In recent years, collection system evaluation studies (CSESs) aimed at identifying the structural and mechanical deficiencies in sewage systems have advanced and become an integral part of cost effective rehabilitation plan development. Standards and publications developed by local,
regional, and national agencies and organizations have made these CSESs more efficient and consistent in capturing existing sewer defects and also in gathering physical and hydraulic information needed for system analysis. In addition, development of hydraulic analysis programs has made building
a computerized system model a rewarding investment to many municipalities. However, in communities where flat terrain creates a reliance on pumping and lifting of wastewater to the treatment plant, pumping facilities owned and operated by private entities may be overlooked. Private pump
stations (commercial, industrial, institutional, etc.) are typically constructed as an immediate fix when no nearby wastewater facilities exist or to overcome sewer elevation differences. In many cases, insufficient documentation and coordination between the developer, engineer, permitting
agency, and sewer system operator renders this component of the collection system seemingly non-existent after installation. To avoid unpleasant and sometimes costly consequences, privately owned pump stations must be identified, and evaluated based on their impacts to the collection system,
as well as the system's impact on private facilities. Private pump stations should at least be understood in any system-wide capital improvement plan, especially multi-million dollar programs.
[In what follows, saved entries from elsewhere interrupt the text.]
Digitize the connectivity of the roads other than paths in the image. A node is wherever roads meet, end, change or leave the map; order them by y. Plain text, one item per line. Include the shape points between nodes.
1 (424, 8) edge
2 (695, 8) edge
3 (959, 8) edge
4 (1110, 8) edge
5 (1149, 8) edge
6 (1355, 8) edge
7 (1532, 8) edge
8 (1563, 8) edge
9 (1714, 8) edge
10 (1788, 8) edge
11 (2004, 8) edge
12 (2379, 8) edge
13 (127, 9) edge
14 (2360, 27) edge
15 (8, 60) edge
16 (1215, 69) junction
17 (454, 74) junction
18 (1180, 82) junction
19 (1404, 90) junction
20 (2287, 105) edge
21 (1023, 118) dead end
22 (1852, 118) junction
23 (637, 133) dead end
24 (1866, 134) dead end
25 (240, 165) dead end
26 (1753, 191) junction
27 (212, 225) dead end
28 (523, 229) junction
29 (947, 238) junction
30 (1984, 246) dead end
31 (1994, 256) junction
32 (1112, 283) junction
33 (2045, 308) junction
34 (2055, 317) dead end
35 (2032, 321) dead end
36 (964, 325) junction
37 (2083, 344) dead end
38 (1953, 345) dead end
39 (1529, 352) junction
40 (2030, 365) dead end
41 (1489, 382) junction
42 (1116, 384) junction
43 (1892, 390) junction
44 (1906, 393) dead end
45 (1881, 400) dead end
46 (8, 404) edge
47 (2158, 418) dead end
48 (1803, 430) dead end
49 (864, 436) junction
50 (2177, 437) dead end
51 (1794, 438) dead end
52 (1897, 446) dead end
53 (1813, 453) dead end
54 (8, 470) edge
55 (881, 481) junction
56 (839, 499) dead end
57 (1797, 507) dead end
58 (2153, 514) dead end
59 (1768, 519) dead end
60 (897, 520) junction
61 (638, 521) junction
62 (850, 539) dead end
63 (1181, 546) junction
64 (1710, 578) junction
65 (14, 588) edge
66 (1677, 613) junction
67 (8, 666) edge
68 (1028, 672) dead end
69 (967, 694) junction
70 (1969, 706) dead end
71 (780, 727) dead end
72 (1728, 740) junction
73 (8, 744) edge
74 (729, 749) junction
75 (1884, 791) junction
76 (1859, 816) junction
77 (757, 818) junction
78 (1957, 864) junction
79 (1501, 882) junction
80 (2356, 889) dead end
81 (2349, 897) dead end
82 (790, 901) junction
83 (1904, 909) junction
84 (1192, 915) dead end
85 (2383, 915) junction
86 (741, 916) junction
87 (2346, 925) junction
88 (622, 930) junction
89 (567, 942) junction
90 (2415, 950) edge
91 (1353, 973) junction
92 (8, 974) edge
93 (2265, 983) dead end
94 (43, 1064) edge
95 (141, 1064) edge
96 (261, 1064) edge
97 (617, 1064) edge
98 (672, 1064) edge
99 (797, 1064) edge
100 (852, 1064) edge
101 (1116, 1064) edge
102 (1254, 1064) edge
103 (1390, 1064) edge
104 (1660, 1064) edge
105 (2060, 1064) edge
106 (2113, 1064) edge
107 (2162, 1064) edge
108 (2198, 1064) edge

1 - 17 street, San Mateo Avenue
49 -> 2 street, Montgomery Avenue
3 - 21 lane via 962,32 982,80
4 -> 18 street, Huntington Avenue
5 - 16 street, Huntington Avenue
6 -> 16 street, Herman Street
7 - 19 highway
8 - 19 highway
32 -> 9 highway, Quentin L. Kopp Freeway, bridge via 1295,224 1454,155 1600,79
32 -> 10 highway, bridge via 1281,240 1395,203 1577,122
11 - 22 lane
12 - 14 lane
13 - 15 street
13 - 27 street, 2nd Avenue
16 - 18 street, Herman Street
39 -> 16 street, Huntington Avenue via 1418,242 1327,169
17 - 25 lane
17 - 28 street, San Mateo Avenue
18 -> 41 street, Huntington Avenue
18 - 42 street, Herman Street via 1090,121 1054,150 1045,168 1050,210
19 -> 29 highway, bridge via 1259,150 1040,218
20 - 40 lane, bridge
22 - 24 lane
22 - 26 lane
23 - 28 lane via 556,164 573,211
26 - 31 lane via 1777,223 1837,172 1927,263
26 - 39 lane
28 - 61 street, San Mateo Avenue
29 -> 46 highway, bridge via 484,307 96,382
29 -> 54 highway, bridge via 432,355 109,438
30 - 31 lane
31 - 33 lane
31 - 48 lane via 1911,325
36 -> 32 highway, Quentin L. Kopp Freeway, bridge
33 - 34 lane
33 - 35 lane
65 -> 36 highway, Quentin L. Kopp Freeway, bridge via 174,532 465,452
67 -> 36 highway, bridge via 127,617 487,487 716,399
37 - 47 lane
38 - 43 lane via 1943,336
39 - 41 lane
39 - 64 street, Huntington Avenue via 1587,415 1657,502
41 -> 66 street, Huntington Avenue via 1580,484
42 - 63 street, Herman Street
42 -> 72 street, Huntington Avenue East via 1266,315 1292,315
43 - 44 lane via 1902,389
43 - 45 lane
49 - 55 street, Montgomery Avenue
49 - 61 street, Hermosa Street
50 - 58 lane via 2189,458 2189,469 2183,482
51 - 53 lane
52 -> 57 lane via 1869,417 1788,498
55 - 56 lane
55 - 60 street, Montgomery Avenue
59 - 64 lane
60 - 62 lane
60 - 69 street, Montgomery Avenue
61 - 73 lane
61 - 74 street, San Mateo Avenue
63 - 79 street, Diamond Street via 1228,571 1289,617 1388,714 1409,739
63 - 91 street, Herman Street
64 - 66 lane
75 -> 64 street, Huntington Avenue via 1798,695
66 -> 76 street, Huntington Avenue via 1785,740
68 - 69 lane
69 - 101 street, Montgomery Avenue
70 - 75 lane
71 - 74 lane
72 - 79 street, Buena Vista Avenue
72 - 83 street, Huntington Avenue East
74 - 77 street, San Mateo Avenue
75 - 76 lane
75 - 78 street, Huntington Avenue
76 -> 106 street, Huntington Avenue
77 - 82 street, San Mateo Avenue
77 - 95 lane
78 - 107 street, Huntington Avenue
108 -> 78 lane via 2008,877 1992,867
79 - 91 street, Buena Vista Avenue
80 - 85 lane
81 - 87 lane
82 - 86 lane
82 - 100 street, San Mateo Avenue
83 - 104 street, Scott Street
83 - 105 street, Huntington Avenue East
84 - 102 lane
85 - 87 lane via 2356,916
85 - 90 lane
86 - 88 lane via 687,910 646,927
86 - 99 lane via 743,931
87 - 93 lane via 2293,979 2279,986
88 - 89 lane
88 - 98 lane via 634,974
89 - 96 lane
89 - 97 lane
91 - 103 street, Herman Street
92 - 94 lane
In this paper, the authors will introduce this important, yet overlooked, component of the
collection system, as well as its potential hydraulic and physical impact on the collection system. The paper will describe in detail the action plan for addressing private pump stations developed as part of a multi-year, 455 million Sewer System Evaluation and Rehabilitation Program (SSERP)
for the Sewerage and Water Board (S&WB) of New Orleans including the identification process, data collection effort, and analysis of hydraulic impacts.